Dataset entries:
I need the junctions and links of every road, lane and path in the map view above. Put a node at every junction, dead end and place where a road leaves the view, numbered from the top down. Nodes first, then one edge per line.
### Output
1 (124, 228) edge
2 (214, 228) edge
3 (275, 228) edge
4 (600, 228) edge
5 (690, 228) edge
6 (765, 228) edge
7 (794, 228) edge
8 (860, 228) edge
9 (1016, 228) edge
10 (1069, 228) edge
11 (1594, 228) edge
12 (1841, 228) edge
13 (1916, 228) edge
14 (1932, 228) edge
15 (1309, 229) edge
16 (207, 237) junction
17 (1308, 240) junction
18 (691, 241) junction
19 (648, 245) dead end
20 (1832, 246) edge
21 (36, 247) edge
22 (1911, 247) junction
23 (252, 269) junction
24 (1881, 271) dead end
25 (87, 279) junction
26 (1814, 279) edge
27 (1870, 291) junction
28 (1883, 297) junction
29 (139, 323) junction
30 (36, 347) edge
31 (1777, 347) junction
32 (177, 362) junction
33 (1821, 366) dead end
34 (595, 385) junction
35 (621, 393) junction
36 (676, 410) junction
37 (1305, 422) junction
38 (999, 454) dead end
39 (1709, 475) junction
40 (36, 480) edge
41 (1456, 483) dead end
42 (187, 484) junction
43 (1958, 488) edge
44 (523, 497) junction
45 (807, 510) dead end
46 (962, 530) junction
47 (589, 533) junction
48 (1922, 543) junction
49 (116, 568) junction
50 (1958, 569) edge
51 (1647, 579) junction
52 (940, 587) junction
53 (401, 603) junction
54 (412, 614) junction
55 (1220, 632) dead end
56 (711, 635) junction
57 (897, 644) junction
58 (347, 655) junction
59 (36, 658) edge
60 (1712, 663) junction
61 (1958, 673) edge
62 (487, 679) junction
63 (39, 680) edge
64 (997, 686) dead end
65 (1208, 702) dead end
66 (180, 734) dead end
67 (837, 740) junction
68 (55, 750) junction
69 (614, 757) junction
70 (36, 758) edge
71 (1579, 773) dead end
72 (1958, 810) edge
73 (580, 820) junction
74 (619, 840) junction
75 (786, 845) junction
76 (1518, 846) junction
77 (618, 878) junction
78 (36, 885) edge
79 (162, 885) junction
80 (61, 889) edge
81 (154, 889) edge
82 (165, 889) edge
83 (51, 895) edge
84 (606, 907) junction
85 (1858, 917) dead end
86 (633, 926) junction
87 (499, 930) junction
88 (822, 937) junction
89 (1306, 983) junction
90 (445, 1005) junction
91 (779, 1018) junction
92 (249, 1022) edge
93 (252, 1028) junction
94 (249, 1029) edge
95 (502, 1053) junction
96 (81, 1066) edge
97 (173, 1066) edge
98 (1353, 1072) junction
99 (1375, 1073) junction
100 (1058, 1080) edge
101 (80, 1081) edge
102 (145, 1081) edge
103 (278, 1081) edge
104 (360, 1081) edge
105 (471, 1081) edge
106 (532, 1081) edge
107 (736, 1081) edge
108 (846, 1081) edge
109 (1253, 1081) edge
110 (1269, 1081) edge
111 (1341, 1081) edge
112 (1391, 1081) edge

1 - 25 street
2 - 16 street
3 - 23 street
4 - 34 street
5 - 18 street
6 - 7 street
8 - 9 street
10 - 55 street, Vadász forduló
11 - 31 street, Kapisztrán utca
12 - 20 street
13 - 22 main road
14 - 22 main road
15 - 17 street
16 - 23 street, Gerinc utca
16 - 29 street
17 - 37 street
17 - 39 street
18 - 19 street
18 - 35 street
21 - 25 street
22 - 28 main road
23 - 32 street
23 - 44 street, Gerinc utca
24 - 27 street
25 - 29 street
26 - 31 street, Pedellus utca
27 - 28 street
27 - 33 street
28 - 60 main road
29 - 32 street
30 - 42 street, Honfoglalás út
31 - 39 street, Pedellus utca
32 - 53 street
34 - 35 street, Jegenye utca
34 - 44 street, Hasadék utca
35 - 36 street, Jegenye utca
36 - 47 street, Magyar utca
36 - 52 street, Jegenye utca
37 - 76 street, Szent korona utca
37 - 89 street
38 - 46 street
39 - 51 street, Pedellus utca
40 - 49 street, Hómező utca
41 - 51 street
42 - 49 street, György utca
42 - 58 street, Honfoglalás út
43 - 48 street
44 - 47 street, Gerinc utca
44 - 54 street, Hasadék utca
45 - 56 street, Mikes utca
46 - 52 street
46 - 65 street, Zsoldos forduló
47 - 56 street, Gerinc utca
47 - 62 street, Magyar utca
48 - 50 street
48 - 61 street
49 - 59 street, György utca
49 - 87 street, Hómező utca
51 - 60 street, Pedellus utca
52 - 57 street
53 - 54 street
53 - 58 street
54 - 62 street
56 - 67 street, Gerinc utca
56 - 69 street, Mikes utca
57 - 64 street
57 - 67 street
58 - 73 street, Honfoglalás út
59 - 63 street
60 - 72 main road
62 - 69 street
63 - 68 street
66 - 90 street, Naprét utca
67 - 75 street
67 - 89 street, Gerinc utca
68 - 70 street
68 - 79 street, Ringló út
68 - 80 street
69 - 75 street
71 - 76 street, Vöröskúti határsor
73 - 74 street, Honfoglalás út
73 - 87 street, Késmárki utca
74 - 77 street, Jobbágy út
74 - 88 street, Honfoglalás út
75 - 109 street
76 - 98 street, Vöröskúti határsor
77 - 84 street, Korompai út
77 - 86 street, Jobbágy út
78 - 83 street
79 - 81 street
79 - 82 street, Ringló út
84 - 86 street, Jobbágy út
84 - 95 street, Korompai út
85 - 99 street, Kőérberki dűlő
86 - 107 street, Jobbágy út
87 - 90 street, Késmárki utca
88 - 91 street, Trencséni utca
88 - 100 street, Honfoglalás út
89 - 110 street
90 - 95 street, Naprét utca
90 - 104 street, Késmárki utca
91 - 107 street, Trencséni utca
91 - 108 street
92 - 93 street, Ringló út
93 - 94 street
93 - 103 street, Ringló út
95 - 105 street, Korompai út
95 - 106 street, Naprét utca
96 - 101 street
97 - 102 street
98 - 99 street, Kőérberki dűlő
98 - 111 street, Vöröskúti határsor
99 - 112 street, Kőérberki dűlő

[The task] Each line in the records above must be returned exactly as it stands.

[Answer to the exercise]
I need the junctions and links of every road, lane and path in the map view above. Put a node at every junction, dead end and place where a road leaves the view, numbered from the top down. Nodes first, then one edge per line.
### Output
1 (124, 228) edge
2 (214, 228) edge
3 (275, 228) edge
4 (600, 228) edge
5 (690, 228) edge
6 (765, 228) edge
7 (794, 228) edge
8 (860, 228) edge
9 (1016, 228) edge
10 (1069, 228) edge
11 (1594, 228) edge
12 (1841, 228) edge
13 (1916, 228) edge
14 (1932, 228) edge
15 (1309, 229) edge
16 (207, 237) junction
17 (1308, 240) junction
18 (691, 241) junction
19 (648, 245) dead end
20 (1832, 246) edge
21 (36, 247) edge
22 (1911, 247) junction
23 (252, 269) junction
24 (1881, 271) dead end
25 (87, 279) junction
26 (1814, 279) edge
27 (1870, 291) junction
28 (1883, 297) junction
29 (139, 323) junction
30 (36, 347) edge
31 (1777, 347) junction
32 (177, 362) junction
33 (1821, 366) dead end
34 (595, 385) junction
35 (621, 393) junction
36 (676, 410) junction
37 (1305, 422) junction
38 (999, 454) dead end
39 (1709, 475) junction
40 (36, 480) edge
41 (1456, 483) dead end
42 (187, 484) junction
43 (1958, 488) edge
44 (523, 497) junction
45 (807, 510) dead end
46 (962, 530) junction
47 (589, 533) junction
48 (1922, 543) junction
49 (116, 568) junction
50 (1958, 569) edge
51 (1647, 579) junction
52 (940, 587) junction
53 (401, 603) junction
54 (412, 614) junction
55 (1220, 632) dead end
56 (711, 635) junction
57 (897, 644) junction
58 (347, 655) junction
59 (36, 658) edge
60 (1712, 663) junction
61 (1958, 673) edge
62 (487, 679) junction
63 (39, 680) edge
64 (997, 686) dead end
65 (1208, 702) dead end
66 (180, 734) dead end
67 (837, 740) junction
68 (55, 750) junction
69 (614, 757) junction
70 (36, 758) edge
71 (1579, 773) dead end
72 (1958, 810) edge
73 (580, 820) junction
74 (619, 840) junction
75 (786, 845) junction
76 (1518, 846) junction
77 (618, 878) junction
78 (36, 885) edge
79 (162, 885) junction
80 (61, 889) edge
81 (154, 889) edge
82 (165, 889) edge
83 (51, 895) edge
84 (606, 907) junction
85 (1858, 917) dead end
86 (633, 926) junction
87 (499, 930) junction
88 (822, 937) junction
89 (1306, 983) junction
90 (445, 1005) junction
91 (779, 1018) junction
92 (249, 1022) edge
93 (252, 1028) junction
94 (249, 1029) edge
95 (502, 1053) junction
96 (81, 1066) edge
97 (173, 1066) edge
98 (1353, 1072) junction
99 (1375, 1073) junction
100 (1058, 1080) edge
101 (80, 1081) edge
102 (145, 1081) edge
103 (278, 1081) edge
104 (360, 1081) edge
105 (471, 1081) edge
106 (532, 1081) edge
107 (736, 1081) edge
108 (846, 1081) edge
109 (1253, 1081) edge
110 (1269, 1081) edge
111 (1341, 1081) edge
112 (1391, 1081) edge

1 - 25 street
2 - 16 street
3 - 23 street
4 - 34 street
5 - 18 street
6 - 7 street
8 - 9 street
10 - 55 street, Vadász forduló
11 - 31 street, Kapisztrán utca
12 - 20 street
13 - 22 main road
14 - 22 main road
15 - 17 street
16 - 23 street, Gerinc utca
16 - 29 street
17 - 37 street
17 - 39 street
18 - 19 street
18 - 35 street
21 - 25 street
22 - 28 main road
23 - 32 street
23 - 44 street, Gerinc utca
24 - 27 street
25 - 29 street
26 - 31 street, Pedellus utca
27 - 28 street
27 - 33 street
28 - 60 main road
29 - 32 street
30 - 42 street, Honfoglalás út
31 - 39 street, Pedellus utca
32 - 53 street
34 - 35 street, Jegenye utca
34 - 44 street, Hasadék utca
35 - 36 street, Jegenye utca
36 - 47 street, Magyar utca
36 - 52 street, Jegenye utca
37 - 76 street, Szent korona utca
37 - 89 street
38 - 46 street
39 - 51 street, Pedellus utca
40 - 49 street, Hómező utca
41 - 51 street
42 - 49 street, György utca
42 - 58 street, Honfoglalás út
43 - 48 street
44 - 47 street, Gerinc utca
44 - 54 street, Hasadék utca
45 - 56 street, Mikes utca
46 - 52 street
46 - 65 street, Zsoldos forduló
47 - 56 street, Gerinc utca
47 - 62 street, Magyar utca
48 - 50 street
48 - 61 street
49 - 59 street, György utca
49 - 87 street, Hómező utca
51 - 60 street, Pedellus utca
52 - 57 street
53 - 54 street
53 - 58 street
54 - 62 street
56 - 67 street, Gerinc utca
56 - 69 street, Mikes utca
57 - 64 street
57 - 67 street
58 - 73 street, Honfoglalás út
59 - 63 street
60 - 72 main road
62 - 69 street
63 - 68 street
66 - 90 street, Naprét utca
67 - 75 street
67 - 89 street, Gerinc utca
68 - 70 street
68 - 79 street, Ringló út
68 - 80 street
69 - 75 street
71 - 76 street, Vöröskúti határsor
73 - 74 street, Honfoglalás út
73 - 87 street, Késmárki utca
74 - 77 street, Jobbágy út
74 - 88 street, Honfoglalás út
75 - 109 street
76 - 98 street, Vöröskúti határsor
77 - 84 street, Korompai út
77 - 86 street, Jobbágy út
78 - 83 street
79 - 81 street
79 - 82 street, Ringló út
84 - 86 street, Jobbágy út
84 - 95 street, Korompai út
85 - 99 street, Kőérberki dűlő
86 - 107 street, Jobbágy út
87 - 90 street, Késmárki utca
88 - 91 street, Trencséni utca
88 - 100 street, Honfoglalás út
89 - 110 street
90 - 95 street, Naprét utca
90 - 104 street, Késmárki utca
91 - 107 street, Trencséni utca
91 - 108 street
92 - 93 street, Ringló út
93 - 94 street
93 - 103 street, Ringló út
95 - 105 street, Korompai út
95 - 106 street, Naprét utca
96 - 101 street
97 - 102 street
98 - 99 street, Kőérberki dűlő
98 - 111 street, Vöröskúti határsor
99 - 112 street, Kőérberki dűlő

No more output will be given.